By the way, I am having a really great time browsing Google looking for references, it is going mental. That's good. My noodles will set loads more blogs going. On the downside, I have been inundated with quote requests. However many bloody cars I add to my price list and say "these are the bargains" people still insist I quote on other stuff and then moan when it is not hyper-cheap. If I delete my quote request form, I just get a million emails about the same questions (can I get a price on a Bentley - NOOOOO!!!!, hehehe).

I tell them I am Chinese not Catholic - I can't do miracles. I even link to the Vatican site for people who want crazzzy prices.

I joined this forum because you lot a) seemed sensible b) suited my profile and I thought I might learn stuff and c) were one of the first to get Googled - always a good sign. You all seem very nice and helpful, thanks.

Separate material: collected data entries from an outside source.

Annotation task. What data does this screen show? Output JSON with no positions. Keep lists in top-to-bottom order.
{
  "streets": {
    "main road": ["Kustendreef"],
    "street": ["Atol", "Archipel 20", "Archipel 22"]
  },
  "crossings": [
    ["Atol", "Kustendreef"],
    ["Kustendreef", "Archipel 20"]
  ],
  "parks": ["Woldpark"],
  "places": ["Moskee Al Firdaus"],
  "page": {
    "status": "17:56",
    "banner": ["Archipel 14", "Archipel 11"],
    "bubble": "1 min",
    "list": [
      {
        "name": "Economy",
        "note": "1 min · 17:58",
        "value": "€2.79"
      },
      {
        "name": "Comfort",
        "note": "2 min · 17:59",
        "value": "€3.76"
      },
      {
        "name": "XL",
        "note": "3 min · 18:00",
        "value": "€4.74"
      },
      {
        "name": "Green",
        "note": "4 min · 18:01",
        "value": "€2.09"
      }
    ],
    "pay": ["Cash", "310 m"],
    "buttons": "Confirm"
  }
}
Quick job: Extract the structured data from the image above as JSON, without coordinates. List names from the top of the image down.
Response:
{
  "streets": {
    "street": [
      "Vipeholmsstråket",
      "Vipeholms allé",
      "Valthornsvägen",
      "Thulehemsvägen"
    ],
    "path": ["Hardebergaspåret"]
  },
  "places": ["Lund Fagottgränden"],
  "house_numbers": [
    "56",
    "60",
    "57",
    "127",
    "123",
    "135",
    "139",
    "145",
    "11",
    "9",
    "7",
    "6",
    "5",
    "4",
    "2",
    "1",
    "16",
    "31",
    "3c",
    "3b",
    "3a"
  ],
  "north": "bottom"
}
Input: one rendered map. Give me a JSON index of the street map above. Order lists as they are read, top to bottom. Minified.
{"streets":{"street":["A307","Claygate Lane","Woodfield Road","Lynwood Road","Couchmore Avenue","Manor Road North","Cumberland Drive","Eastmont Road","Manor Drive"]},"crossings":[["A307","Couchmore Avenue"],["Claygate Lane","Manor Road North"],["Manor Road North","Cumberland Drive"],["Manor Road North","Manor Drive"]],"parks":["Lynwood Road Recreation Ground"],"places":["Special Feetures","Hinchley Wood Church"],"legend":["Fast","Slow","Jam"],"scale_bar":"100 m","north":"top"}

I'm really not here to plug cars, everyone runs a car (almost) so I don't need to do that. But I will say my margins are marginal :) but I would be glad to offer 10% of the initial payment (of usually 3 x rentals) -ex VAT - as discount. Not much, but there you go - could easily add up to £100 off. This would be as cash-back after delivery upon invoice. Just mention it as someone asked. But is it really neccessary - £100 seems a bit of a low incentive to me in the scheme of things.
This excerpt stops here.